- **PROBLEM TO SOLVE**:
Once the pictures have been set aside, copy every remaining entry exactly.

- **Stored data**:
:::::

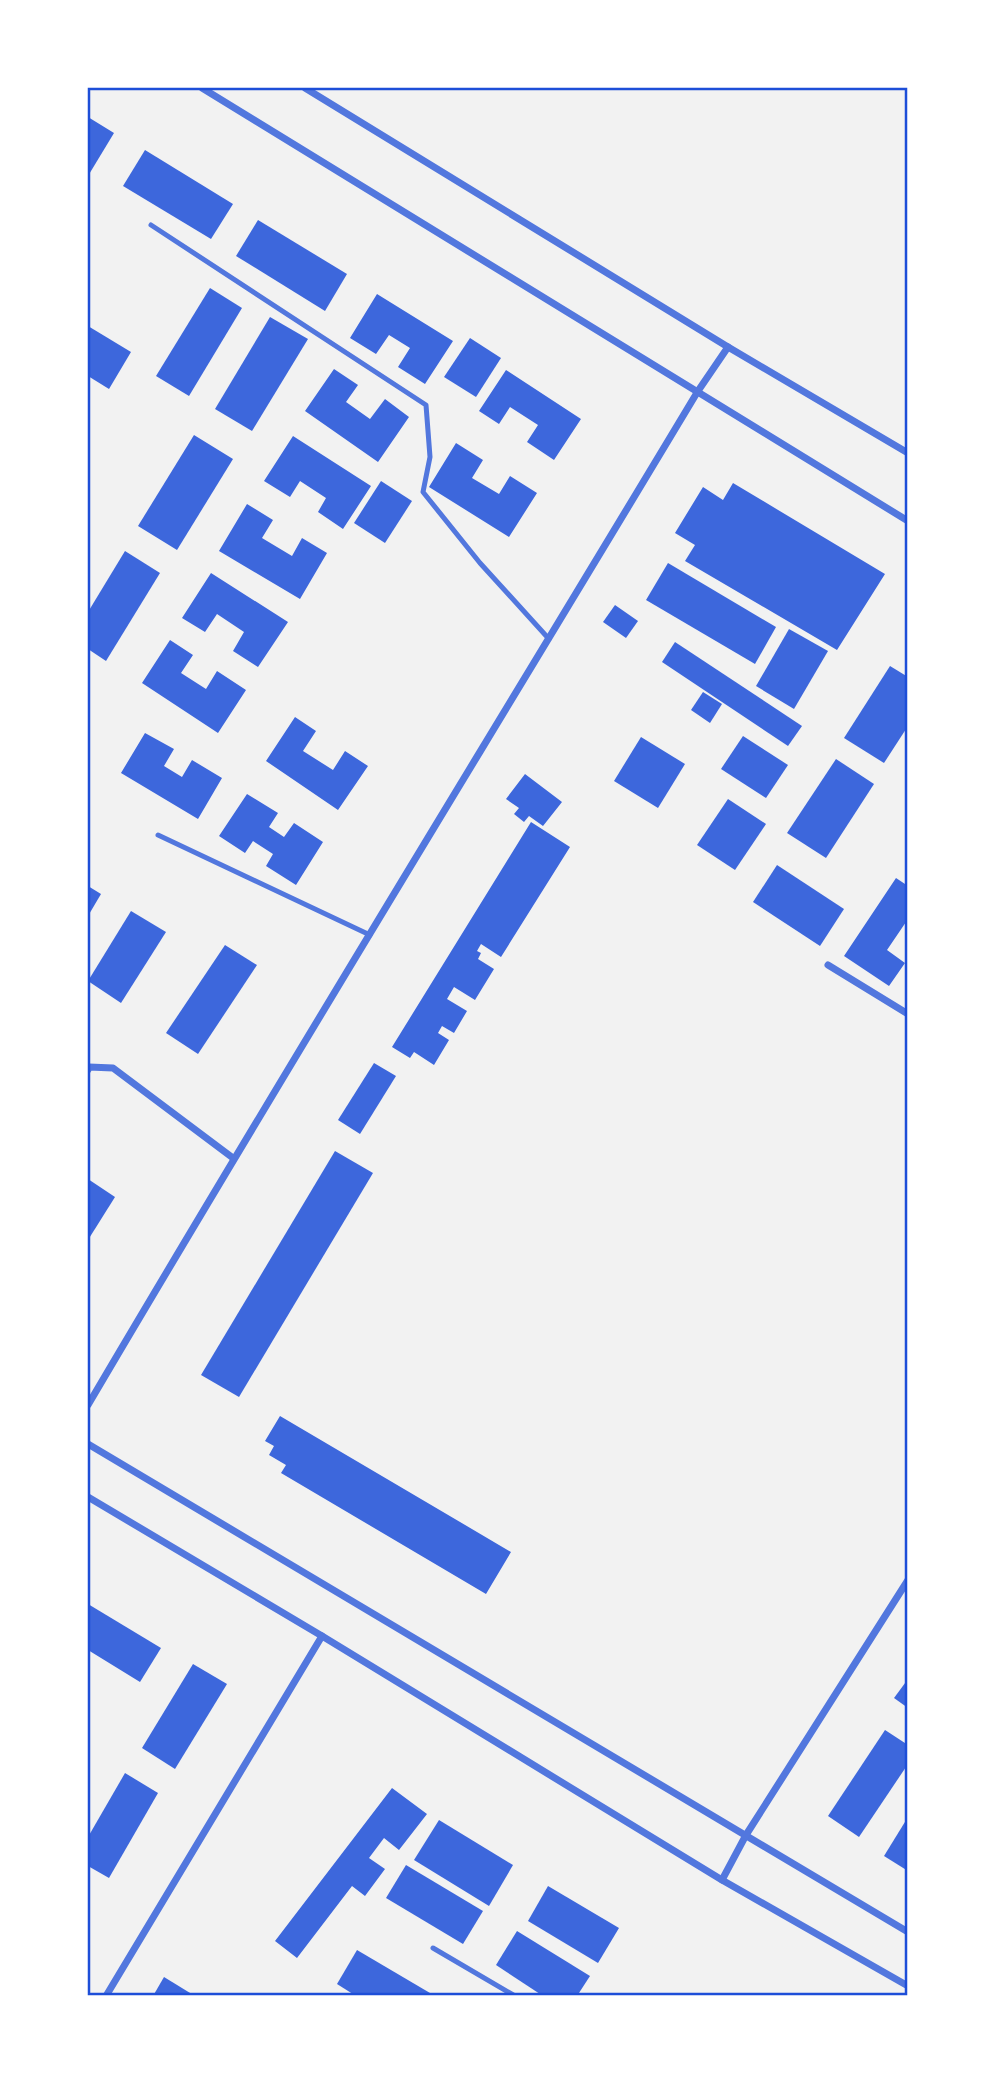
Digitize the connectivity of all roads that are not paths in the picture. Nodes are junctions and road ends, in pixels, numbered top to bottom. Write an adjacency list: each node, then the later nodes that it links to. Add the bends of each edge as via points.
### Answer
1 (202, 88): 5 (street)
2 (305, 88): 4 (street)
3 (151, 225): 8 (lane, via 426,405 430,457 423,492)
4 (728, 347): 5 (street); 6 (street)
5 (698, 391): 7 (street); 8 (street)
6 (908, 453)
7 (908, 521)
8 (549, 639): 10 (street)
9 (159, 835): 10 (lane)
10 (370, 935): 14 (street)
11 (828, 965): 12 (street)
12 (908, 1014)
13 (88, 1070): 14 (street, via 113,1068)
14 (233, 1158): 15 (street)
15 (88, 1405)
16 (88, 1444): 20 (street)
17 (88, 1497): 19 (street)
18 (908, 1580): 20 (street)
19 (322, 1636): 21 (street); 25 (street)
20 (746, 1835): 21 (street); 22 (street)
21 (722, 1880): 24 (street)
22 (908, 1932)
23 (433, 1948): 26 (lane)
24 (908, 1986)
25 (106, 1996)
26 (515, 1996)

:::::

- **OUTPUT BELOW**:
Digitize the connectivity of all roads that are not paths in the picture. Nodes are junctions and road ends, in pixels, numbered top to bottom. Write an adjacency list: each node, then the later nodes that it links to. Add the bends of each edge as via points.
### Answer
1 (202, 88): 5 (street)
2 (305, 88): 4 (street)
3 (151, 225): 8 (lane, via 426,405 430,457 423,492)
4 (728, 347): 5 (street); 6 (street)
5 (698, 391): 7 (street); 8 (street)
6 (908, 453)
7 (908, 521)
8 (549, 639): 10 (street)
9 (159, 835): 10 (lane)
10 (370, 935): 14 (street)
11 (828, 965): 12 (street)
12 (908, 1014)
13 (88, 1070): 14 (street, via 113,1068)
14 (233, 1158): 15 (street)
15 (88, 1405)
16 (88, 1444): 20 (street)
17 (88, 1497): 19 (street)
18 (908, 1580): 20 (street)
19 (322, 1636): 21 (street); 25 (street)
20 (746, 1835): 21 (street); 22 (street)
21 (722, 1880): 24 (street)
22 (908, 1932)
23 (433, 1948): 26 (lane)
24 (908, 1986)
25 (106, 1996)
26 (515, 1996)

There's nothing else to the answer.